La demande des consommateurs allemands faiblit
La baisse inattendue des ventes au détail en février indique que les consommateurs allemands sont plus faibles que prévu. Cela remet en cause l’optimisme récent déjà intégré par les marchés (c’est-à-dire que les prix des actifs supposaient déjà de meilleures nouvelles). Nous devons ajuster notre analyse pour tenir compte d’un ralentissement de la demande intérieure (la demande venant des ménages et des entreprises du pays) dans la plus grande économie d’Europe. Ces données faibles sur les consommateurs suivent l’indice Ifo du climat des affaires de mars, qui a aussi reculé à 89,5, confirmant une tendance générale au refroidissement (un ralentissement de l’activité). En regardant en arrière, cela marque une rupture nette avec la reprise lente mais régulière observée au second semestre 2025. Ce schéma suggère que le risque d’une contraction économique (une baisse de l’activité, souvent appelée récession) en Allemagne au premier trimestre a fortement augmenté. Pour l’indice DAX (le principal indice boursier allemand), en hausse d’environ 8 % depuis le début de l’année, cette nouvelle le rend plus exposé à une correction (une baisse des cours après une hausse). Nous pourrions envisager d’acheter des options de vente (« put options » : contrats qui gagnent de la valeur si le prix baisse) avec une échéance en mai pour se protéger contre un recul. Les secteurs les plus menacés sont la consommation discrétionnaire (achats non essentiels) et l’automobile. Ces données devraient peser sur l’euro, en renforçant sa faiblesse récente face au dollar. Avec le taux de change EUR/USD testant déjà le niveau de 1,0750, cela pourrait déclencher une nouvelle baisse.

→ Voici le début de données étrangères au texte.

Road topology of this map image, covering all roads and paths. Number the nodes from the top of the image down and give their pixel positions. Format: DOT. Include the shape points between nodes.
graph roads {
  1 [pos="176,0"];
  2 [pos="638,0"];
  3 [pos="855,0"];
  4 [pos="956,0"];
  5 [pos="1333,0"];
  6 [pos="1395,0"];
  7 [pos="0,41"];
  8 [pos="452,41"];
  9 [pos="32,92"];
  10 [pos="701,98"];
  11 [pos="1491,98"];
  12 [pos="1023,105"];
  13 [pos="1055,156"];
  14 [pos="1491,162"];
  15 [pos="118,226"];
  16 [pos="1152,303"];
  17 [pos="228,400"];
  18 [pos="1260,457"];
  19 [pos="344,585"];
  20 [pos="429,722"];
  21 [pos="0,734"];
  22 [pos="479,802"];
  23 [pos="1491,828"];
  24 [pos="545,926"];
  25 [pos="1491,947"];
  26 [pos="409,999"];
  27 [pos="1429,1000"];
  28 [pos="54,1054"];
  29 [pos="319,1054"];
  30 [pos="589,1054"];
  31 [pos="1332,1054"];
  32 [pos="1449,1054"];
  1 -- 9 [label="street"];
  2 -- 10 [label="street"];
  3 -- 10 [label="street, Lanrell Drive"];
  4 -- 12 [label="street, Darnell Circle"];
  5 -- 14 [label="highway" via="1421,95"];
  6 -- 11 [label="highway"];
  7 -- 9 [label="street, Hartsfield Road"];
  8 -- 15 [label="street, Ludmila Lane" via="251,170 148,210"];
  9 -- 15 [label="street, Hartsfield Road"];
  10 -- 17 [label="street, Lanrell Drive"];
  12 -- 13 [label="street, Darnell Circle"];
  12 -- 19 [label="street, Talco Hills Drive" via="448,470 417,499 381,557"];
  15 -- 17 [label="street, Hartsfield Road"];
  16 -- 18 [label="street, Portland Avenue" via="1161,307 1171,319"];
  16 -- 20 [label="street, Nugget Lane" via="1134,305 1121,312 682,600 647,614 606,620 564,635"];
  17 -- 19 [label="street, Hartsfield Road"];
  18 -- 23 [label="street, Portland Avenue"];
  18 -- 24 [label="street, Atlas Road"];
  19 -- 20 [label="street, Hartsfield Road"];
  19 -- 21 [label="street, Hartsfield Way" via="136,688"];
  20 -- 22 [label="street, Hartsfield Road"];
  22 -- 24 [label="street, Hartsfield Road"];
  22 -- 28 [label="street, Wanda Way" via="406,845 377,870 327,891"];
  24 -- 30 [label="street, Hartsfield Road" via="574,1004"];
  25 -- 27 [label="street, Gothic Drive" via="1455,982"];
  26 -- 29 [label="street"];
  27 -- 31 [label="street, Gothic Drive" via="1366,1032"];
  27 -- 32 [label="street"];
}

Nous voyons une opportunité de vendre des contrats à terme (« futures » : contrats pour acheter ou vendre plus tard à un prix fixé) sur l’EUR/USD, car les marchés monétaires (marchés où l’on échange des placements à court terme) évaluent maintenant à 75 % la probabilité d’une baisse de taux de la BCE d’ici juin.Idées de positionnement et de couverture
Sur le marché obligataire, nous anticipons un mouvement vers les actifs prudents (« flight to safety » : les investisseurs se tournent vers des placements jugés plus sûrs), ce qui augmentera la valeur des obligations d’État allemandes. Nous pourrions envisager d’acheter des options d’achat (« call options » : contrats qui gagnent de la valeur si le prix monte) sur des contrats à terme sur le Bund (contrat à terme basé sur une obligation d’État allemande à long terme), en pariant que les rendements (le taux de rémunération d’une obligation) baisseront encore avec ces craintes de récession. Cette stratégie sert aussi de couverture (protection) contre des positions négatives sur les actions (parier sur une baisse des actions) que nous envisageons.